The statement had made so much sense at the time, obviously his sister would need help, and Ventre hadn’t even questioned whether or not he would see his father again. Less than a minute later and without packing so much as a blanket, Ventre, his mother, and his younger sister Elise were running down the street, the crashing sounds of a looting army echoing behind them. They weren’t alone in their bid for escape, the small dirt streets of their town were teeming with everyone he had known from childhood: the baker and his wife Sarah, his childhood crush Lucy with her mother, father, and siblings, as well as some of the young men in the village that had he hung around with before his internship with his father had started. He remembered noticing in a detached way that every family was only focusing on their own kin, which was completely opposite the values the town had shared when he was growing up.
Upon exiting the town proper, Ventre had heeded his father’s council and steered his mother and sister towards the woods. A few other families followed them, but the majority hurried up the road. He was already in the trees when the enemy soldiers caught up with the townsfolk and continued their looting in earnest. A braver man might have turned back in a suicidal attempt to save some of the people he had known his whole life, but Ventre had simply tried to push the noises aside as he urged his family deeper. The few families that had also come into the woods peeled away from them over the next two hours, until his family had been truly alone.
There had been a few moments, around an hour before dusk, when his mother and sister had almost convinced him to stop, their bleeding feet doing more than any verbal complaint they had waged, but he had persevered, his father’s words crisp in his mind despite, or maybe because of, the trauma. He recognized now that it was purely due to shock that he had managed to stay so detached and keep going, something that had caught up with him a few days later.
Twenty four hours after their forced march started, Relaford had come into view, the timber and stone walls calling the weary travelers like a bastion of safety.
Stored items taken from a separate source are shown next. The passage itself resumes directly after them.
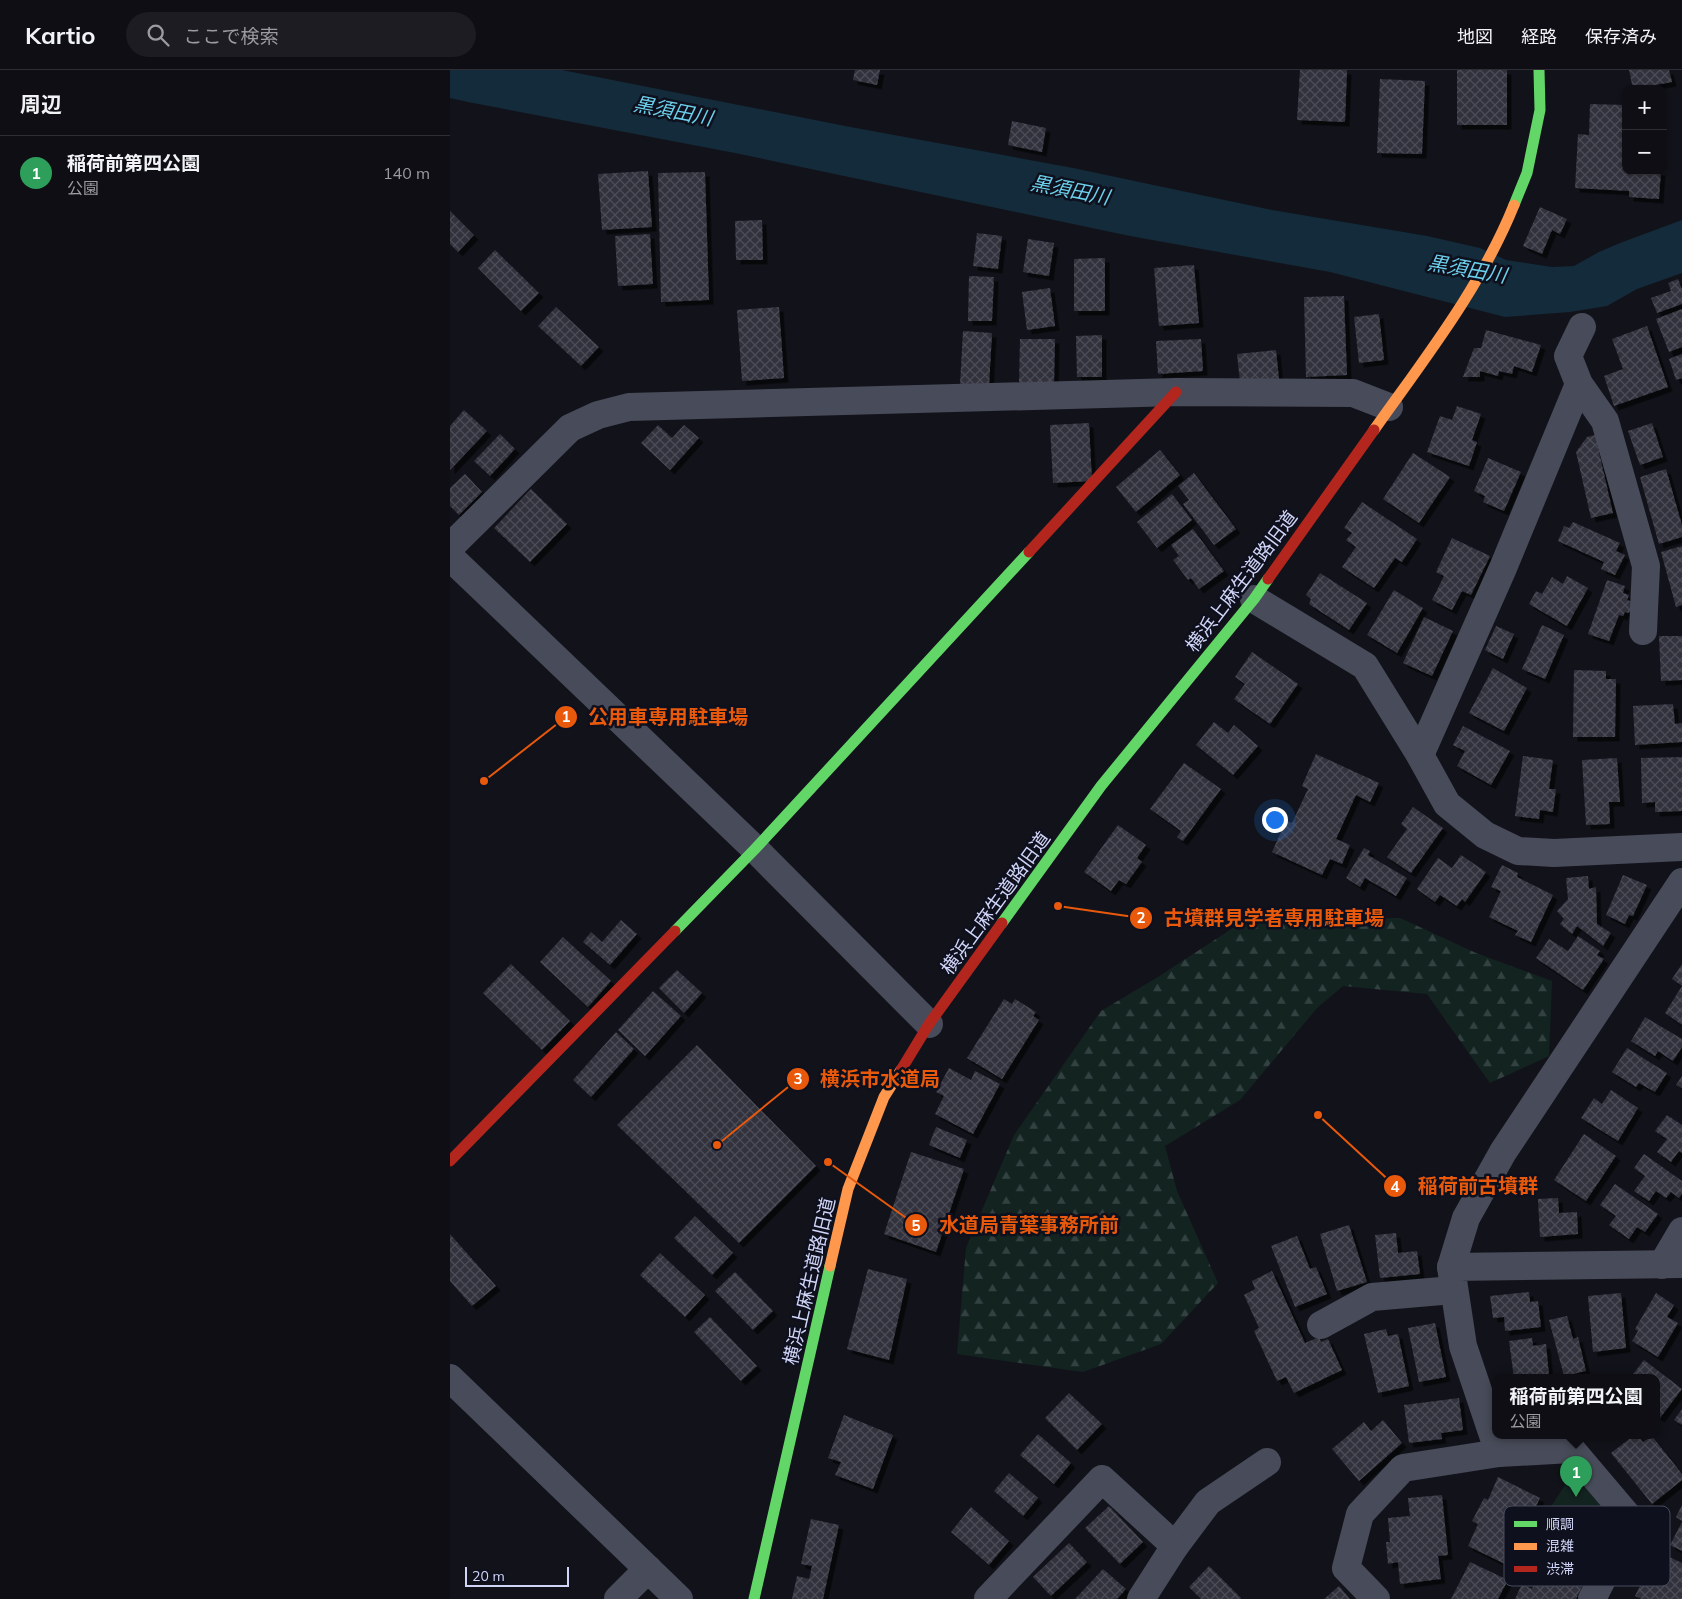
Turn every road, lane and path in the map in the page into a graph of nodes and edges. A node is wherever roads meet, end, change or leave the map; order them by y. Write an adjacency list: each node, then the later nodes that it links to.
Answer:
1 (1539, 70): 5 (street, 横浜上麻生道路旧道)
2 (1582, 327): 3 (street)
3 (1579, 384): 9 (street); 10 (street)
4 (1176, 392): 5 (street); 6 (street); 12 (street)
5 (1389, 408): 8 (street, 横浜上麻生道路旧道)
6 (450, 547)
7 (450, 557): 12 (street)
8 (1254, 599): 10 (street); 14 (street, 横浜上麻生道路旧道)
9 (1643, 631)
10 (1420, 755): 11 (street)
11 (1682, 847)
12 (755, 849): 14 (street); 15 (street)
13 (1682, 882): 18 (street)
14 (929, 1024): 31 (street, 横浜上麻生道路旧道)
15 (450, 1161)
16 (1682, 1231): 17 (street)
17 (1672, 1264): 18 (street)
18 (1452, 1278): 19 (street); 21 (street)
19 (1321, 1325)
20 (450, 1378): 27 (street)
21 (1492, 1432)
22 (1494, 1439): 23 (street)
23 (1499, 1453): 25 (street); 34 (street)
24 (1267, 1462): 26 (street)
25 (1620, 1506)
26 (1175, 1546): 32 (street); 33 (street)
27 (648, 1569): 29 (street); 30 (street)
28 (1599, 1586): 35 (street)
29 (618, 1599)
30 (679, 1599)
31 (754, 1599)
32 (988, 1599)
33 (1141, 1599)
34 (1376, 1599)
35 (1592, 1599)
It was there that he had met Palantire for the first time.
A hand latched onto his shoulder, pulling his body downward and breaking him out of his reverie as another boulder crashed behind him, much closer to his position than the previous boulder had been.
“You may be as good a swordsman as any, lad, but with your daydreaming, I don’t understand what Palantire sees in you.” Bealeford screamed at him over the cacophony of the battle. “Keep your wits about you or the next boulder may have your name on it. Besides that, you don’t want to look the fool. You are part of a sword bearer’s guard now after all.”
Duly chastened, Ventre pushed himself to his feet, determined to do better. He hadn’t spent the last two years training just to fail in his first major battle. Another few boulders crashed around him, and he focused on slowing his breathing as he waited for the signal to advance. Eventually Palantire had had enough and he called to the men who were with him.
“The King has yet to arrive on the field. But we are being beaten to pieces by this artillery, and if we wait much longer, the battle will be lost. What say you, men? Are you willing to ride with me? Some of us may die, but if we are victorious, we will be protecting thousands of refugees who are fleeing to the capital as we speak. They won’t make it if this army passes us.”
A rousing cheer of agreement rose from the throng and Palantire turned back to face the enemy, pausing briefly when his eyes met Ventre’s and nodding as the lines around his mouth tightened into a smile. It was no secret that Palantire loved him like a son. His wife had died giving birth to their stillborn daughter and he had never married again, devoting himself instead to the King. It wasn’t for lack of options, but a lack of love. He had once told Ventre that he still loved his deceased wife Moira and always would. Raising his shield in front of him, Palantire gave the call to move forward, and the procession advanced.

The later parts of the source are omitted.